● **WORK INSTRUCTIONS**
In the reply, include exactly the lines of the entries below from the first to the line with "Extract the road", that line included.

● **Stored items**
______________________________
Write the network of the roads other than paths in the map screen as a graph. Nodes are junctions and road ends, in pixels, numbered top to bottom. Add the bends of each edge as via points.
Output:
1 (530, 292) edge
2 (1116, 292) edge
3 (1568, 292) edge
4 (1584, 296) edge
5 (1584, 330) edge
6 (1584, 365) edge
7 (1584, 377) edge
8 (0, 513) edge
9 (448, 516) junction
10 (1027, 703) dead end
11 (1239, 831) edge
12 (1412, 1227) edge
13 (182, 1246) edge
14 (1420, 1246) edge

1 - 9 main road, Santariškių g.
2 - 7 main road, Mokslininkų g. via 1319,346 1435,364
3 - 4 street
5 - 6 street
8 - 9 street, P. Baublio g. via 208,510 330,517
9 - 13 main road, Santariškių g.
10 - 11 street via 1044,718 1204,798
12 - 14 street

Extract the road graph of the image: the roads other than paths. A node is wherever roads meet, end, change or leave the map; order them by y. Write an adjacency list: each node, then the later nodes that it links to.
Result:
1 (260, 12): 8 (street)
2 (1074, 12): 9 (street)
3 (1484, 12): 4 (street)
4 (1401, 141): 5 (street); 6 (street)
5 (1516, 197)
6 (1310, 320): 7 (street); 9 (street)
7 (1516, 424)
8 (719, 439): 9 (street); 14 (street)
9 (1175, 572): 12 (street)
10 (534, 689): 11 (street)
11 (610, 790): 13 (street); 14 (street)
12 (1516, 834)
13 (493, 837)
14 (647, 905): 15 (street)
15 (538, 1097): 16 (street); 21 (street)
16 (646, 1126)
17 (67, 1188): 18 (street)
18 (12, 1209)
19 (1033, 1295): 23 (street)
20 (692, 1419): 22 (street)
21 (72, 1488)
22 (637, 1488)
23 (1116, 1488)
______________________________
● **RESPONSE TO THIS TASK**
Write the network of the roads other than paths in the map screen as a graph. Nodes are junctions and road ends, in pixels, numbered top to bottom. Add the bends of each edge as via points.
Output:
1 (530, 292) edge
2 (1116, 292) edge
3 (1568, 292) edge
4 (1584, 296) edge
5 (1584, 330) edge
6 (1584, 365) edge
7 (1584, 377) edge
8 (0, 513) edge
9 (448, 516) junction
10 (1027, 703) dead end
11 (1239, 831) edge
12 (1412, 1227) edge
13 (182, 1246) edge
14 (1420, 1246) edge

1 - 9 main road, Santariškių g.
2 - 7 main road, Mokslininkų g. via 1319,346 1435,364
3 - 4 street
5 - 6 street
8 - 9 street, P. Baublio g. via 208,510 330,517
9 - 13 main road, Santariškių g.
10 - 11 street via 1044,718 1204,798
12 - 14 street

Extract the road graph of the image: the roads other than paths. A node is wherever roads meet, end, change or leave the map; order them by y. Write an adjacency list: each node, then the later nodes that it links to.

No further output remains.